## [Required action]
Please provide the entries below again, word for word.

##### Records shown #####

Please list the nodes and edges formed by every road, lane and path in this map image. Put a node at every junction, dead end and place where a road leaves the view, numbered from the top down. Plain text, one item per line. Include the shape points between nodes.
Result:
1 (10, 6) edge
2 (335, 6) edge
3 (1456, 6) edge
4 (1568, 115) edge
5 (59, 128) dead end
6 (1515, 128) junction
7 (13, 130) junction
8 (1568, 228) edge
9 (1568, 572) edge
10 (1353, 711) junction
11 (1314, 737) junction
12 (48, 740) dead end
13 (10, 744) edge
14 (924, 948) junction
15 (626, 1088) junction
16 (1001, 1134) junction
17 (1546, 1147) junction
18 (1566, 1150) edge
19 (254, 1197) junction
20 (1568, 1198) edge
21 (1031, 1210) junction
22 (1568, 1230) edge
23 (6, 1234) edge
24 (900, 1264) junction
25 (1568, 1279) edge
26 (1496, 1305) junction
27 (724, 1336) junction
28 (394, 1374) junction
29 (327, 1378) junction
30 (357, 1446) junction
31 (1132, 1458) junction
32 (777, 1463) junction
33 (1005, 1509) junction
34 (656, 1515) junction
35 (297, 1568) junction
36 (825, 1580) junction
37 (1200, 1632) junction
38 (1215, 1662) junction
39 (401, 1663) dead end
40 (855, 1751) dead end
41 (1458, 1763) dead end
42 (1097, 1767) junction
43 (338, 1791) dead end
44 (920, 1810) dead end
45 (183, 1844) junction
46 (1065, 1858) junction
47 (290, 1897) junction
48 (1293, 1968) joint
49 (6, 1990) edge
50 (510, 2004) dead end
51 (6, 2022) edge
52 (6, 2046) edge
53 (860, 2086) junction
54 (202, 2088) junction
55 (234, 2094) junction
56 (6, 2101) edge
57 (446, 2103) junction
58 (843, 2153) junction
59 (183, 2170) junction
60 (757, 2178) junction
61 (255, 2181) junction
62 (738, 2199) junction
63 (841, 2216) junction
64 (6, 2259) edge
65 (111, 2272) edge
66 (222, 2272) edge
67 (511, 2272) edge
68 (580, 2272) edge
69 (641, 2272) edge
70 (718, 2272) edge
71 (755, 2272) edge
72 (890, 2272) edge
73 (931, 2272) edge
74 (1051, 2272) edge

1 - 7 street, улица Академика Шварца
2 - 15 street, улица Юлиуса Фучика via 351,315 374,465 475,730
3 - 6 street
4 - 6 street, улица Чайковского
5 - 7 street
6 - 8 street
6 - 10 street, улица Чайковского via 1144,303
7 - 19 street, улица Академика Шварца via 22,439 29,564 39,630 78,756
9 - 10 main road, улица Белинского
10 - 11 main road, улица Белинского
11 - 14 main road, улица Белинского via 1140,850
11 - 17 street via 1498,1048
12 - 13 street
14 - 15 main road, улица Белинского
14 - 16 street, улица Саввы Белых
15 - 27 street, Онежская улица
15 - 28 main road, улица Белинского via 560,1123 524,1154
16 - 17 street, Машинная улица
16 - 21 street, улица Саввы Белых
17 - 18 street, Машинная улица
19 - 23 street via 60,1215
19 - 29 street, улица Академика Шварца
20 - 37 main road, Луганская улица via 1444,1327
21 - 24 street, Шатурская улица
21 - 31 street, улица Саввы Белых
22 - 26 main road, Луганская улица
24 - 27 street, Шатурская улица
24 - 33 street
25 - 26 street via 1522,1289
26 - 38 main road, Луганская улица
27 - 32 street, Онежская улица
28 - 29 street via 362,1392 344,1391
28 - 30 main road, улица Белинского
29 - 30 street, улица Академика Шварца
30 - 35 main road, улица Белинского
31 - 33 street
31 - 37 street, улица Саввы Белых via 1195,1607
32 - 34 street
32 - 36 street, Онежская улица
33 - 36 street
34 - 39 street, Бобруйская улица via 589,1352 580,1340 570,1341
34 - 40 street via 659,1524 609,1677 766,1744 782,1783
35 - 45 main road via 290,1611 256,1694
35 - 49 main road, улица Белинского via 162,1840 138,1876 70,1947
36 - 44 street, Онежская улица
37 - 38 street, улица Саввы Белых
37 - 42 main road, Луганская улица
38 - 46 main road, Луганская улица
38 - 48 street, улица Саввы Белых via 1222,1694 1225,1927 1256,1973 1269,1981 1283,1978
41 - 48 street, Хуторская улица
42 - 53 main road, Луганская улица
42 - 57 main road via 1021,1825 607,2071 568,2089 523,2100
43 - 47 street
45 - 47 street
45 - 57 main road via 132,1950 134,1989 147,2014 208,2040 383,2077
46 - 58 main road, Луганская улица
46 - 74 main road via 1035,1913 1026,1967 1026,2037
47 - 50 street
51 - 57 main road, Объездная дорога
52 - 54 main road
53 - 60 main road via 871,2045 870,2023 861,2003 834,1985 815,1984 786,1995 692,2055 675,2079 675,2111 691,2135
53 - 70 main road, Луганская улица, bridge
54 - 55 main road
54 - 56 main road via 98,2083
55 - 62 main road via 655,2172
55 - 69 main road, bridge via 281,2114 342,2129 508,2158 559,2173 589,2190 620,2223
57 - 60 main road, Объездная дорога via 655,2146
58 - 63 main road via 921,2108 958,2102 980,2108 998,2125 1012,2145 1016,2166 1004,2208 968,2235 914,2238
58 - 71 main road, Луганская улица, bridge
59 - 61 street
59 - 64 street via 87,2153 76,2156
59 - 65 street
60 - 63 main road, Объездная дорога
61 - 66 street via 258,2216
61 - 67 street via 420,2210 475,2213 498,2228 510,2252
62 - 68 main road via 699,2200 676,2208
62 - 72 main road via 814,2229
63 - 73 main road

#####

## [Response below]
Please list the nodes and edges formed by every road, lane and path in this map image. Put a node at every junction, dead end and place where a road leaves the view, numbered from the top down. Plain text, one item per line. Include the shape points between nodes.
Result:
1 (10, 6) edge
2 (335, 6) edge
3 (1456, 6) edge
4 (1568, 115) edge
5 (59, 128) dead end
6 (1515, 128) junction
7 (13, 130) junction
8 (1568, 228) edge
9 (1568, 572) edge
10 (1353, 711) junction
11 (1314, 737) junction
12 (48, 740) dead end
13 (10, 744) edge
14 (924, 948) junction
15 (626, 1088) junction
16 (1001, 1134) junction
17 (1546, 1147) junction
18 (1566, 1150) edge
19 (254, 1197) junction
20 (1568, 1198) edge
21 (1031, 1210) junction
22 (1568, 1230) edge
23 (6, 1234) edge
24 (900, 1264) junction
25 (1568, 1279) edge
26 (1496, 1305) junction
27 (724, 1336) junction
28 (394, 1374) junction
29 (327, 1378) junction
30 (357, 1446) junction
31 (1132, 1458) junction
32 (777, 1463) junction
33 (1005, 1509) junction
34 (656, 1515) junction
35 (297, 1568) junction
36 (825, 1580) junction
37 (1200, 1632) junction
38 (1215, 1662) junction
39 (401, 1663) dead end
40 (855, 1751) dead end
41 (1458, 1763) dead end
42 (1097, 1767) junction
43 (338, 1791) dead end
44 (920, 1810) dead end
45 (183, 1844) junction
46 (1065, 1858) junction
47 (290, 1897) junction
48 (1293, 1968) joint
49 (6, 1990) edge
50 (510, 2004) dead end
51 (6, 2022) edge
52 (6, 2046) edge
53 (860, 2086) junction
54 (202, 2088) junction
55 (234, 2094) junction
56 (6, 2101) edge
57 (446, 2103) junction
58 (843, 2153) junction
59 (183, 2170) junction
60 (757, 2178) junction
61 (255, 2181) junction
62 (738, 2199) junction
63 (841, 2216) junction
64 (6, 2259) edge
65 (111, 2272) edge
66 (222, 2272) edge
67 (511, 2272) edge
68 (580, 2272) edge
69 (641, 2272) edge
70 (718, 2272) edge
71 (755, 2272) edge
72 (890, 2272) edge
73 (931, 2272) edge
74 (1051, 2272) edge

1 - 7 street, улица Академика Шварца
2 - 15 street, улица Юлиуса Фучика via 351,315 374,465 475,730
3 - 6 street
4 - 6 street, улица Чайковского
5 - 7 street
6 - 8 street
6 - 10 street, улица Чайковского via 1144,303
7 - 19 street, улица Академика Шварца via 22,439 29,564 39,630 78,756
9 - 10 main road, улица Белинского
10 - 11 main road, улица Белинского
11 - 14 main road, улица Белинского via 1140,850
11 - 17 street via 1498,1048
12 - 13 street
14 - 15 main road, улица Белинского
14 - 16 street, улица Саввы Белых
15 - 27 street, Онежская улица
15 - 28 main road, улица Белинского via 560,1123 524,1154
16 - 17 street, Машинная улица
16 - 21 street, улица Саввы Белых
17 - 18 street, Машинная улица
19 - 23 street via 60,1215
19 - 29 street, улица Академика Шварца
20 - 37 main road, Луганская улица via 1444,1327
21 - 24 street, Шатурская улица
21 - 31 street, улица Саввы Белых
22 - 26 main road, Луганская улица
24 - 27 street, Шатурская улица
24 - 33 street
25 - 26 street via 1522,1289
26 - 38 main road, Луганская улица
27 - 32 street, Онежская улица
28 - 29 street via 362,1392 344,1391
28 - 30 main road, улица Белинского
29 - 30 street, улица Академика Шварца
30 - 35 main road, улица Белинского
31 - 33 street
31 - 37 street, улица Саввы Белых via 1195,1607
32 - 34 street
32 - 36 street, Онежская улица
33 - 36 street
34 - 39 street, Бобруйская улица via 589,1352 580,1340 570,1341
34 - 40 street via 659,1524 609,1677 766,1744 782,1783
35 - 45 main road via 290,1611 256,1694
35 - 49 main road, улица Белинского via 162,1840 138,1876 70,1947
36 - 44 street, Онежская улица
37 - 38 street, улица Саввы Белых
37 - 42 main road, Луганская улица
38 - 46 main road, Луганская улица
38 - 48 street, улица Саввы Белых via 1222,1694 1225,1927 1256,1973 1269,1981 1283,1978
41 - 48 street, Хуторская улица
42 - 53 main road, Луганская улица
42 - 57 main road via 1021,1825 607,2071 568,2089 523,2100
43 - 47 street
45 - 47 street
45 - 57 main road via 132,1950 134,1989 147,2014 208,2040 383,2077
46 - 58 main road, Луганская улица
46 - 74 main road via 1035,1913 1026,1967 1026,2037
47 - 50 street
51 - 57 main road, Объездная дорога
52 - 54 main road
53 - 60 main road via 871,2045 870,2023 861,2003 834,1985 815,1984 786,1995 692,2055 675,2079 675,2111 691,2135
53 - 70 main road, Луганская улица, bridge
54 - 55 main road
54 - 56 main road via 98,2083
55 - 62 main road via 655,2172
55 - 69 main road, bridge via 281,2114 342,2129 508,2158 559,2173 589,2190 620,2223
57 - 60 main road, Объездная дорога via 655,2146
58 - 63 main road via 921,2108 958,2102 980,2108 998,2125 1012,2145 1016,2166 1004,2208 968,2235 914,2238
58 - 71 main road, Луганская улица, bridge
59 - 61 street
59 - 64 street via 87,2153 76,2156
59 - 65 street
60 - 63 main road, Объездная дорога
61 - 66 street via 258,2216
61 - 67 street via 420,2210 475,2213 498,2228 510,2252
62 - 68 main road via 699,2200 676,2208
62 - 72 main road via 814,2229
63 - 73 main road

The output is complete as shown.